Un soir du mois de novembre, Ali gare sa voiture en bas de chez lui, mais le lendemain à 5 heures du matin alors qu’il doit partir travailler, elle a disparu. De leur côté, les policiers de la BAC, la Brigade anti-criminalité, tombent au cours d’une patrouille sur des individus tentant de faire démarrer une Citroën blanche au rond-point du Baobab. A la vue des policiers, ils prennent la fuite, mais l’un d’entre eux est interpellé.
Sur A.A., ils découvrent un tournevis, mais il ne reconnaît pas le vol, « j’ai juste poussé la voiture », indique-t-il. C’est sans doute la même « aide » qu’il a apporté lors d’un autre vol, le mois précédent, d’une Peugeot 306 cette fois, « ses empreintes sont relevées », souligne le juge Banizette.
Mais Ali récupère sa voiture dans un sale état : Neiman forcé, elle est endommagée et prend le chemin de la casse. C’est une grosse perte pour lui. Les experts se succèdent, l’assurance lui versera 800 euros, il en demande 3.000 en se constituant partie civile.
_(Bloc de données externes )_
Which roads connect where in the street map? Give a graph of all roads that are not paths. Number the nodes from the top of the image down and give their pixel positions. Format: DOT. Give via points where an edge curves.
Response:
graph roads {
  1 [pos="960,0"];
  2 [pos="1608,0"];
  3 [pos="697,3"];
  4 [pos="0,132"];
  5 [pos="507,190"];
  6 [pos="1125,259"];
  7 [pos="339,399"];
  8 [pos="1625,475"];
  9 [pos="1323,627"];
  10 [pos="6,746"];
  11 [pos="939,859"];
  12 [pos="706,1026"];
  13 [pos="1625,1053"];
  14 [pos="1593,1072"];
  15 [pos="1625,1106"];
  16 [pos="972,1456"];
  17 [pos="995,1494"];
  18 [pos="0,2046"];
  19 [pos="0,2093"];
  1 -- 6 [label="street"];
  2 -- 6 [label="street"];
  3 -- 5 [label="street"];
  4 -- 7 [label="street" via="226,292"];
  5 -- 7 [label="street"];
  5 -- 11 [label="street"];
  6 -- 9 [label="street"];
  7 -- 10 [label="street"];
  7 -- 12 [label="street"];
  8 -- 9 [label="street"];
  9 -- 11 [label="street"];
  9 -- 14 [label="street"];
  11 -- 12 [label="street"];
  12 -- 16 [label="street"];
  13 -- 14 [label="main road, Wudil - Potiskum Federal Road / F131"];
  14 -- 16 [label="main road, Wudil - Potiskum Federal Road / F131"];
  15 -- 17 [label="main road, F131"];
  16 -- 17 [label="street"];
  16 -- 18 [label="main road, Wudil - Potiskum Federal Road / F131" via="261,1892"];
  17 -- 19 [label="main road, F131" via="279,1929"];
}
A.A. n’a pas de casier judiciaire, ce qui lui vaudra d’être condamné à 4 mois de prison avec sursis, et à verser 2.200 euros à la victime. Oui mais voilà, A.A. est en situation irrégulière à Mayotte, « je dois vous avertir qu’il a certainement été expulsé aux Comores et qu’il risque de ne jamais vous payer », met en garde le juge. Qui précise qu’existe un fonds d’indemnisation aux victimes, « mais il faut les saisir. »
Une représentante du Bureau d’aide aux victimes est dans la salle d’audience, il va donc directement prendre ses informations. Et apprend que si d’ici deux mois A.A. ne l’a pas indemnisé, ce qui semble fort probable, il pourra constituer un dossier avec leur aide.
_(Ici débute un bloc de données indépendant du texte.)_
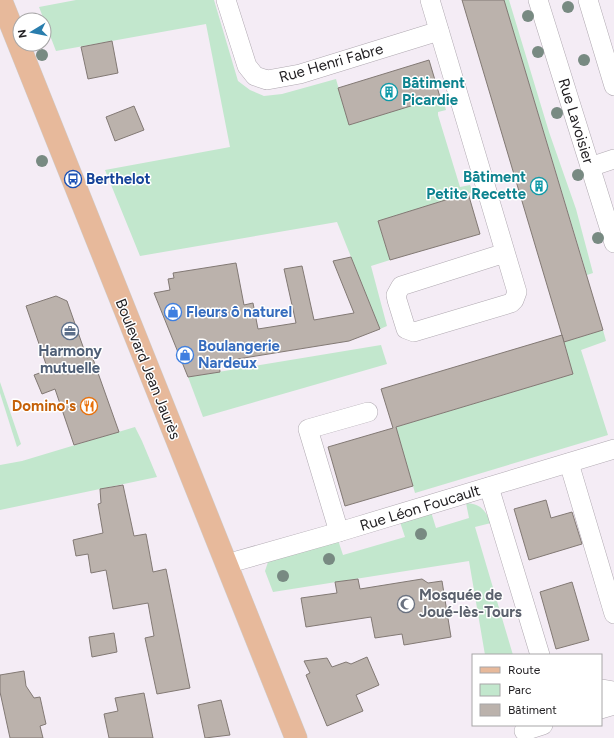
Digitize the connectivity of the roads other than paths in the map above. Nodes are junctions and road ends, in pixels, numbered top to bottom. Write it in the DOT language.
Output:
graph roads {
  1 [pos="1,0"];
  2 [pos="226,0"];
  3 [pos="430,0"];
  4 [pos="538,0"];
  5 [pos="588,0"];
  6 [pos="440,31"];
  7 [pos="614,86"];
  8 [pos="614,159"];
  9 [pos="590,167"];
  10 [pos="614,242"];
  11 [pos="505,253"];
  12 [pos="368,412"];
  13 [pos="614,449"];
  14 [pos="569,463"];
  15 [pos="489,487"];
  16 [pos="339,532"];
  17 [pos="226,564"];
  18 [pos="614,614"];
  19 [pos="540,654"];
  20 [pos="602,689"];
  21 [pos="614,691"];
  22 [pos="614,705"];
  23 [pos="602,709"];
  24 [pos="540,726"];
  25 [pos="524,731"];
  26 [pos="296,738"];
  1 -- 17 [label="main road, Boulevard Jean Jaurès"];
  2 -- 6 [label="street, Rue Henri Fabre"];
  3 -- 6 [label="street"];
  4 -- 9 [label="street, Rue Lavoisier"];
  5 -- 7 [label="street"];
  6 -- 11 [label="street"];
  8 -- 9 [label="street"];
  9 -- 10 [label="street, Rue Lavoisier"];
  11 -- 11 [label="street"];
  12 -- 16 [label="street"];
  13 -- 14 [label="street, Rue Léon Foucault"];
  14 -- 15 [label="street, Rue Léon Foucault"];
  14 -- 18 [label="street"];
  15 -- 16 [label="street, Rue Léon Foucault"];
  15 -- 19 [label="street"];
  16 -- 17 [label="street, Rue Léon Foucault"];
  17 -- 26 [label="main road, Boulevard Jean Jaurès"];
  20 -- 21 [label="street"];
  22 -- 23 [label="street"];
  24 -- 25 [label="street"];
}
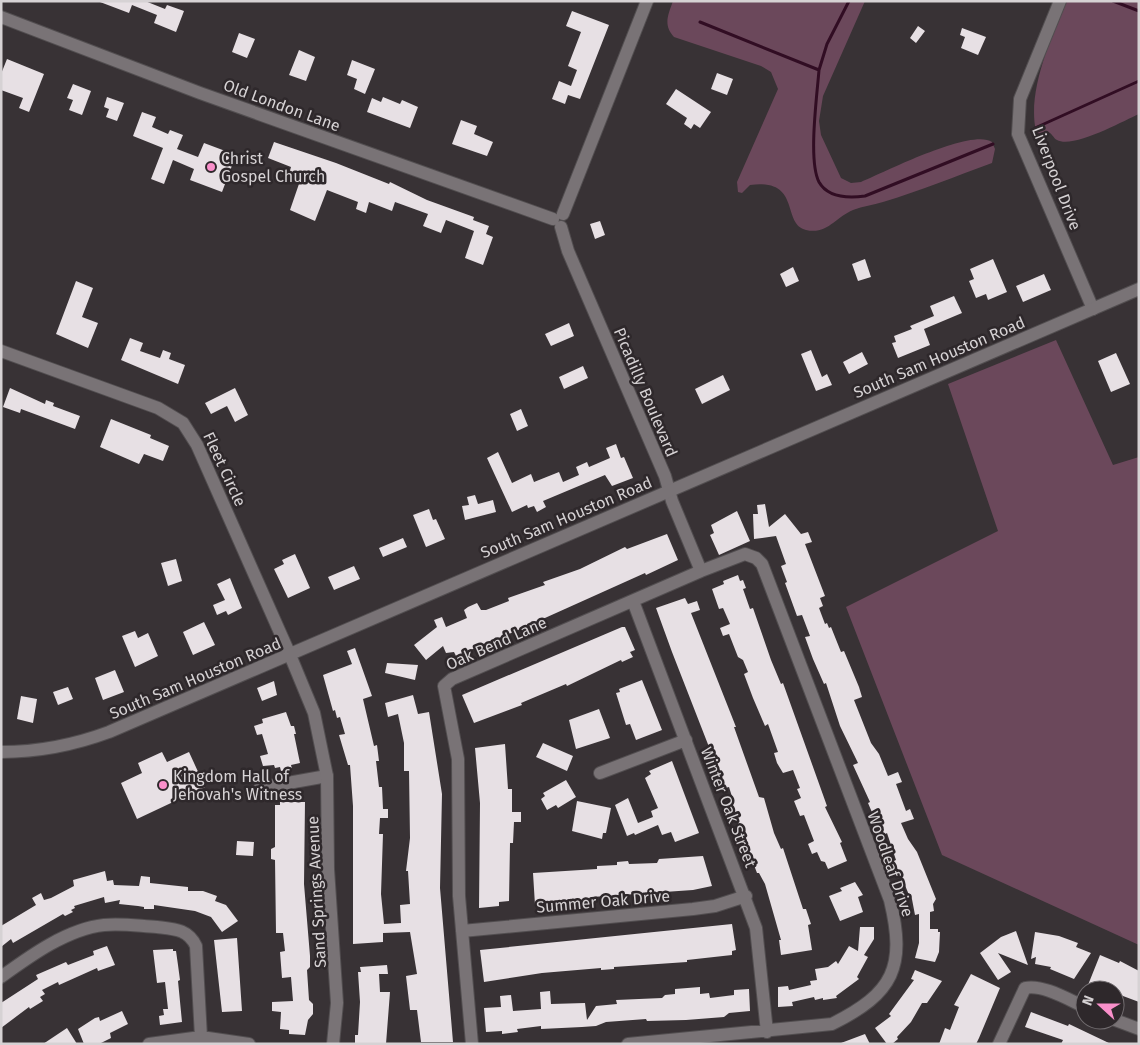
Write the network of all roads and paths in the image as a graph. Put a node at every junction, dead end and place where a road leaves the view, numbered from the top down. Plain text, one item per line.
1 (647, 1) edge
2 (1060, 1) edge
3 (1, 17) edge
4 (559, 220) junction
5 (1139, 289) edge
6 (1093, 309) junction
7 (1, 351) edge
8 (670, 490) junction
9 (756, 558) joint
10 (701, 571) junction
11 (633, 601) junction
12 (290, 655) junction
13 (686, 740) junction
14 (1, 752) edge
15 (600, 773) dead end
16 (327, 776) junction
17 (260, 788) dead end
18 (746, 896) junction
19 (462, 931) junction
20 (1, 976) edge
21 (1075, 1003) edge
22 (1125, 1024) edge
23 (1139, 1030) edge
24 (767, 1032) junction
25 (201, 1037) junction
26 (150, 1044) edge
27 (250, 1044) edge
28 (334, 1044) edge
29 (472, 1044) edge
30 (628, 1044) edge
31 (1000, 1044) edge

1 - 4 street
2 - 6 street, Liverpool Drive
3 - 4 street, Old London Lane
4 - 8 street, Picadilly Boulevard
5 - 6 street, South Sam Houston Road
6 - 8 street, South Sam Houston Road
7 - 12 street, Fleet Circle
8 - 10 street, Picadilly Boulevard
8 - 12 street, South Sam Houston Road
9 - 10 street, Oak Bend Lane
9 - 24 street, Woodleaf Drive
10 - 11 street, Oak Bend Lane
11 - 13 street, Winter Oak Street
11 - 19 street, Oak Bend Lane
12 - 14 street, South Sam Houston Road
12 - 16 street, Sand Springs Avenue
13 - 15 street
13 - 18 street, Winter Oak Street
16 - 17 street
16 - 28 street, Sand Springs Avenue
18 - 19 street, Summer Oak Drive
18 - 24 street, Winter Oak Street
19 - 29 street, Oak Bend Lane
20 - 25 street
21 - 31 street
22 - 23 street
24 - 30 street, Woodleaf Drive
25 - 26 street
25 - 27 street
Il existe deux fonds nationaux d’indemnisation aux victimes, le SARVI et la CIVI. Ils sont tous les deux financés par un pourcentage prélevé sur nos cotisations d’assurance (voiture, habitation, etc.)
Pour accéder au premier, le Service d’aide au recouvrement des victimes d’infractions, le jugement doit avoir été prononcé. « Si le préjudice est inférieur à 1.000 euros, la totalité peut être versée à la victime, au-delà, c’est un pourcentage », explique Bastwya Ali, Référente du service d’aide aux victimes au sein de l’ACFAV, l’Association pour la condition féminine et l’aide aux victimes. Alors que chaque tribunal abrite son bureau d’aide aux victimes en France, à Mayotte, l’ACFAV était précurseur.
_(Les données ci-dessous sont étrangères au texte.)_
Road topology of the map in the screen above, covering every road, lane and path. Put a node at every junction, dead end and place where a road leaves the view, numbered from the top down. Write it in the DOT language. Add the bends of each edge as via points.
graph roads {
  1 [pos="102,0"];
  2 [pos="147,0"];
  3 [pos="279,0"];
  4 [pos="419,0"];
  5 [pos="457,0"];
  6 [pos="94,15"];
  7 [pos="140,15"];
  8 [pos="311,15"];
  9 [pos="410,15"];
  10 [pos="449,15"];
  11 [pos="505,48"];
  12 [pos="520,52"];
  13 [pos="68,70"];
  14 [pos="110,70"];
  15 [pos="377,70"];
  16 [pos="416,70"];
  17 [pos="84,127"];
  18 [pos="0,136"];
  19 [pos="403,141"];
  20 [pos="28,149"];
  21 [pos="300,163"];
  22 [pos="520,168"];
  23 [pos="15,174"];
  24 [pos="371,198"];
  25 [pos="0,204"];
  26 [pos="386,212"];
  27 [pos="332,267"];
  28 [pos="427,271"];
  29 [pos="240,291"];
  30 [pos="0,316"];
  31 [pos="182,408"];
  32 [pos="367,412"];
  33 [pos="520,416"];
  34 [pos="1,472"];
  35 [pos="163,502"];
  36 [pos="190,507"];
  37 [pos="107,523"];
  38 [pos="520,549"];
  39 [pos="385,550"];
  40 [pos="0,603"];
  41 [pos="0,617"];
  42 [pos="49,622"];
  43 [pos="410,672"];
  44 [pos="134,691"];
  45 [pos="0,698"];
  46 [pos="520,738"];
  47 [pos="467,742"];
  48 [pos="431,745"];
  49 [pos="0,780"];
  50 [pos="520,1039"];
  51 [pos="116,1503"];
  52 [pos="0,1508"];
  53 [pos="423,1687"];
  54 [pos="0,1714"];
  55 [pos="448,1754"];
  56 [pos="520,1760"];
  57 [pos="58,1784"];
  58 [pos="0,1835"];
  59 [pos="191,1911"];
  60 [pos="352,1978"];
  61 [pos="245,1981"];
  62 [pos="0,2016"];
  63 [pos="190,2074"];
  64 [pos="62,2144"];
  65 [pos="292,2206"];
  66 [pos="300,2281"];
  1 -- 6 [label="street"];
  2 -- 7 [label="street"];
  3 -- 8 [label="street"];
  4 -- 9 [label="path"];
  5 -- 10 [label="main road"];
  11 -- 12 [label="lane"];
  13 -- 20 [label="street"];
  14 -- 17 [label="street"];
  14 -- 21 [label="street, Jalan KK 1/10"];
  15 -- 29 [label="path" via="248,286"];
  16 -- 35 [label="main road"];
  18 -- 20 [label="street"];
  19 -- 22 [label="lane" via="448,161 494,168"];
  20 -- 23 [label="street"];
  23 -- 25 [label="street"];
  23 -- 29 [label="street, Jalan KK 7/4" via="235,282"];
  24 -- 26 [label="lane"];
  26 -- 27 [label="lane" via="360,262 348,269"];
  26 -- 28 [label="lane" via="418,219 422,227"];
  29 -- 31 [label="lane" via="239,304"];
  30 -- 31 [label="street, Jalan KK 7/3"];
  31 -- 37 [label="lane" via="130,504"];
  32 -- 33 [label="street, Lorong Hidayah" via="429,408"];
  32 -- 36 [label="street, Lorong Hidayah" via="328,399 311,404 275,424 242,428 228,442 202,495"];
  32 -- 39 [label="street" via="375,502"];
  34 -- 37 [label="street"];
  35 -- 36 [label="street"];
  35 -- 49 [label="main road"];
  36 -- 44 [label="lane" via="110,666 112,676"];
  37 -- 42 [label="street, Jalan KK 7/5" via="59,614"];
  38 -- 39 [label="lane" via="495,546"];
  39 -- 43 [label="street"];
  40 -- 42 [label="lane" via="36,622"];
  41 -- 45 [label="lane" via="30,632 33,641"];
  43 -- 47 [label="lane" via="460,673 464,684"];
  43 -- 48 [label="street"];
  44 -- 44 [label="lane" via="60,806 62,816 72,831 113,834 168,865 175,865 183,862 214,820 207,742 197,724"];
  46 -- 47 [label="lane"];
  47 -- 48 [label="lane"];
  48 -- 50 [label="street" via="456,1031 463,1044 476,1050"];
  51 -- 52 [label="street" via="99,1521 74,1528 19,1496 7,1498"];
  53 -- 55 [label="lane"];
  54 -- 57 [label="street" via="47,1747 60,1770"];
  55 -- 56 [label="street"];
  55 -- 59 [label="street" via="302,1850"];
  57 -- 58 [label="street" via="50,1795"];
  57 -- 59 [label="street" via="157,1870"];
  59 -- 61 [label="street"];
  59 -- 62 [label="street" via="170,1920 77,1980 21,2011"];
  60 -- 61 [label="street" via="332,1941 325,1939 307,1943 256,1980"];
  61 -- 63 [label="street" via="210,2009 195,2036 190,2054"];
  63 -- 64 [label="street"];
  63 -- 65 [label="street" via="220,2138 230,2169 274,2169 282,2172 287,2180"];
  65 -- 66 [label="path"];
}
Les juges n’expliquent pas toujours
Le second fonds, la Commission d’Indemnisation des Victimes d’Infractions, recouvre les victimes d’infractions pénales, « les plus graves donc, comme les atteintes physiques. Dans ce cas, avant tout jugement, on peut demander une provision sur dommages et intérêts qu’on obtiendra plus tard. »
Sur les 600 personnes qui ont saisi le Bureau d’aide aux victimes en 2015, 395 ont ouvert un dossier, « certains sont hors délai, d’autres ne relèvent d’aucun des fonds. C’est le cas lors des accidents de la circulation, où la compétence revient au fonds de garantie automobile, qui ne rembourse hélas pas les dommages et intérêts. » Tous les premiers vendredis du mois se tient une audience du SIVI au greffe.
Ce matin, Bastwya Ali était heureuse d’entendre le juge rediriger la victime vers ses services, « d’un côté les juges n’expliquent pas toujours de manière aussi claire, et d’un autre, beaucoup de victimes ne se rendent pas aux audiences, se privant de cette possible indemnisation. »
Assurant une permanence les mardis et mercredis matins, lors des audiences correctionnelle, le bureau d’aide aux victimes, qui a obtenu un local, voit plus loin, « nous voulons nous étendre au tribunal pour enfants et aux Assises », espère Bastwya Ali.